Fulvio Cammarano commenta l’articolo di Volt Bologna: «L’impresa è difficile, l’abbiamo detto, ma per niente impossibile perché – come sosteneva John Maynard Keynes, il grande economista (si potrebbe aggiungere un vero economista) poco incline, come noto, alle visioni e ai lunghi periodi – “l’inevitabile non accade mai, l’inatteso sempre”»
di Fulvio Cammarano, storico
Cara Silvia, il tuo mi sembra un intervento importante perché proviene da una realtà organizzata che ha come obiettivo la federazione europea. Speriamo che la riflessione possa crescere ulteriormente, ma, come voi di Volt Europa ben sapete, per il progetto politico ci vuole altro. È necessario qualcosa che incanali la paura e l’ansia non verso il passato, verso il fortilizio conosciuto e ormai indebolito dello stato-nazione, ma verso orizzonti più forti e vasti. Insomma si dovrebbe far toccare con mano o quantomeno far capire concretamente come in gioco non ci siano gli ideali illuministi di qualche anima bella, ma l’interesse materiale, il vantaggio di tutti a entrare a far parte di qualche cosa che già formalmente esiste, l’Europa che oggi non è federata ma che però si dovrebbe insistere per definire “federabile”.
Se ci fosse una qualche grande pressione dal basso, l’impresa non sarebbe impossibile. In fondo quello che sta accadendo in questi giorni con la parziale, sofferta, rottura della mistica del prestito, ne è la prova. Però senza quella pressione, le aperture si richiuderanno presto perché, come è naturale, gran parte degli attuali vertici dell’Unione esistono e agiscono sulla base di mandati e interessi nazionali.
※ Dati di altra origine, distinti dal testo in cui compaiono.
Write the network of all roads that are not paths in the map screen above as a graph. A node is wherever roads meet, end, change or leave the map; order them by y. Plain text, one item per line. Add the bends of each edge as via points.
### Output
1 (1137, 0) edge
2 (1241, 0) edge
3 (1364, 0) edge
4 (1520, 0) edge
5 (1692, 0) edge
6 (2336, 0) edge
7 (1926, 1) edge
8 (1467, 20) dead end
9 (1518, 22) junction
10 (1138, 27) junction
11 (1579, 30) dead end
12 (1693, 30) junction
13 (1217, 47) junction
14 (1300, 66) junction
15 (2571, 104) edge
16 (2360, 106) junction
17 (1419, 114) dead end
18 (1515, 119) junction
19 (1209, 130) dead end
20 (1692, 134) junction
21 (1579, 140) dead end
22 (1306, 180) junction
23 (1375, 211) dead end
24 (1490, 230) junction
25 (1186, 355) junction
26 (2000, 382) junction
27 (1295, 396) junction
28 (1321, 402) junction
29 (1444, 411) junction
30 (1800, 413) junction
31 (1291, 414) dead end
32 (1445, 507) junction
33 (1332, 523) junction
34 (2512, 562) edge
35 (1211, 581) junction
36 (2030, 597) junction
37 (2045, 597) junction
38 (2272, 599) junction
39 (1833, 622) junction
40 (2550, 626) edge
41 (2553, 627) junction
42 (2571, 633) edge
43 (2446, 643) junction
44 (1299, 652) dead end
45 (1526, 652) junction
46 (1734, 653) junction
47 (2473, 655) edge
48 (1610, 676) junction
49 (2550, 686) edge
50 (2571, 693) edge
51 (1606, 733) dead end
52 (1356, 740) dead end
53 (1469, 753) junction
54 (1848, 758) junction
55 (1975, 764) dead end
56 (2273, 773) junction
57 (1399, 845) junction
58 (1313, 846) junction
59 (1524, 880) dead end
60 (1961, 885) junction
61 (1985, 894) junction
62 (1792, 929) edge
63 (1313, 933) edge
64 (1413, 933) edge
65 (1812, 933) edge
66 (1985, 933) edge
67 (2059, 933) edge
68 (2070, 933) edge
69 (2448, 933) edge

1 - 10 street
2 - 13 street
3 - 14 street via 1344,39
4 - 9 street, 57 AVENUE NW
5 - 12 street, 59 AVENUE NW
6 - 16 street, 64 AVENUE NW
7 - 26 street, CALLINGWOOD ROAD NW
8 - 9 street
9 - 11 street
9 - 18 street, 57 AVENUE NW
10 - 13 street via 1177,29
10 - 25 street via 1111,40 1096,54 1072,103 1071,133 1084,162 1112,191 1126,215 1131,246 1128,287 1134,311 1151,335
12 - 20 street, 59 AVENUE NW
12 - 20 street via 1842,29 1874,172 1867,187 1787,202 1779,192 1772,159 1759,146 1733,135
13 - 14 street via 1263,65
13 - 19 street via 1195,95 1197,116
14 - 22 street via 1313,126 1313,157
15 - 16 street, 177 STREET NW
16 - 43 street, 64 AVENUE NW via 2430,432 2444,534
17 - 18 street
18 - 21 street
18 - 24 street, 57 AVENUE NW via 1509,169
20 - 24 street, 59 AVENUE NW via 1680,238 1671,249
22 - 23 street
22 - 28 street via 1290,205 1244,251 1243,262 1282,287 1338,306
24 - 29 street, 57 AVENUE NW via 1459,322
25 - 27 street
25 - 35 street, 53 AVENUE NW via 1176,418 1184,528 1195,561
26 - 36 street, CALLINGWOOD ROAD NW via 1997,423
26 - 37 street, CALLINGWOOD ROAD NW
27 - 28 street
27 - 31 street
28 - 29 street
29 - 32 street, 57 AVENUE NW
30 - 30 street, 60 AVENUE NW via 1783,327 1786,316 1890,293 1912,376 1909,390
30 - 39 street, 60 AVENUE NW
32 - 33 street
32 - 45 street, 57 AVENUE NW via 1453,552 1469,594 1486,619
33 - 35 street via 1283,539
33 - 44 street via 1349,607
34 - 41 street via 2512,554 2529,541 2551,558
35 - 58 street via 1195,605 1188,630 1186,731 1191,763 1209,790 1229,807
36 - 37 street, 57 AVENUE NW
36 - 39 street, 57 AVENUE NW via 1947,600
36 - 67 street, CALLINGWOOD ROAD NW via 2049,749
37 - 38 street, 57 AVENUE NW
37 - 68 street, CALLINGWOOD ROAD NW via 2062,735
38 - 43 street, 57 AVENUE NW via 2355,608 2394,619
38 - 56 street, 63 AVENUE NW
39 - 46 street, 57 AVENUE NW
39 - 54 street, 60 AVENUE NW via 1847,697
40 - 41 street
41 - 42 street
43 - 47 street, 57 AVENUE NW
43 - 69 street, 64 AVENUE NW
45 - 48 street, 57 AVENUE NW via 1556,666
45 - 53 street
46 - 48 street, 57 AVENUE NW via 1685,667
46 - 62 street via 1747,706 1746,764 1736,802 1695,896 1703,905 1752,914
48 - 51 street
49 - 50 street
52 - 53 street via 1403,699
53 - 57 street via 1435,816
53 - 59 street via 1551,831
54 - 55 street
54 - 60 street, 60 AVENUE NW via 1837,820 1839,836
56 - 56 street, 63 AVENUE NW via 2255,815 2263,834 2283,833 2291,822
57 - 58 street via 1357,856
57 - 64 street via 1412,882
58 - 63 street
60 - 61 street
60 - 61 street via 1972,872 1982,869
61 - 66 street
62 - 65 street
L’ondata però non la si può creare dalle cattedre o mediante il “ragionamento”, non ci sono formule magiche studiate a tavolino, bisogna insistere nel comunicare tutto questo, come state facendo voi di Volt Europa, con la consapevolezza tuttavia che la storia, non essendo una fiaba, non sempre premia le persone di “buona volontà”. La crisi, in vista di un cambiamento, bisogna avere la forza, la capacità e i mezzi per narrarla. Dunque rimboccarsi le maniche per uscire dall’assedio nazionalista-sovranista.
Personalmente, dal 2009, come si legge anche nel bell’articolo di Nicola Sbetti su Cantierebologna, sto lavorando alla proposta di utilizzare lo sport e le sue dinamiche competitive per avviare un processo identitario incentrato proprio sulla simbologia sportiva. Abbiamo scoperto in questi anni che è possibile creare una banca europea e una moneta europea, ma è quasi impossibile organizzare tornei di qualunque sport in cui giochi una squadra che si chiama Europa. Comincio a pensare che una tale difficoltà non sia casuale. Questo dello “sport che fa l’Europa” è solo un esempio di lavoro “settoriale”, dal basso: lo sport come uno degli spiragli e dei grimaldelli per far nascere l’immagine di una nazione chiamata Europa.
Lo stesso discorso andrebbe fatto individuando “settori” pilota che siano pensati e organizzati in modo da far emergere esplicitamente il profilo europeo di tante altre “squadre” possibili (la musica, la tecnologia avanzata per fare solo due esempi). Tuttavia lo sport mi sembra una pista percorribile e fruttuosa proprio perché si rivolge anche alla “pancia” oltre che al cuore delle persone, una via laterale, insomma, per cominciare a parlare ai giovani di Europa attraverso simboli “partecipati”.
C’è molto da fare e molto da sporcarsi le mani per aprire una strada che adesso sembra impervia. Ci vuole entusiasmo e ci vuole un investimento che in questo caso potrebbe venire non solo da un partito o da un investitore, ma da un’intera città. Si tratta di far leva sulle molte caratteristiche che rendono Bologna il soggetto politico, sociale e culturale più adatto all’impresa di qualunque altro.
L’Europa nasce dove c’è sostanza e consapevolezza civica. L’impresa è difficile, l’abbiamo detto, ma per niente impossibile perché – come sosteneva John Maynard Keynes, il grande economista (si potrebbe aggiungere un vero economista) poco incline, come noto, alle visioni e ai lunghi periodi – “l’inevitabile non accade mai, l’inatteso sempre”.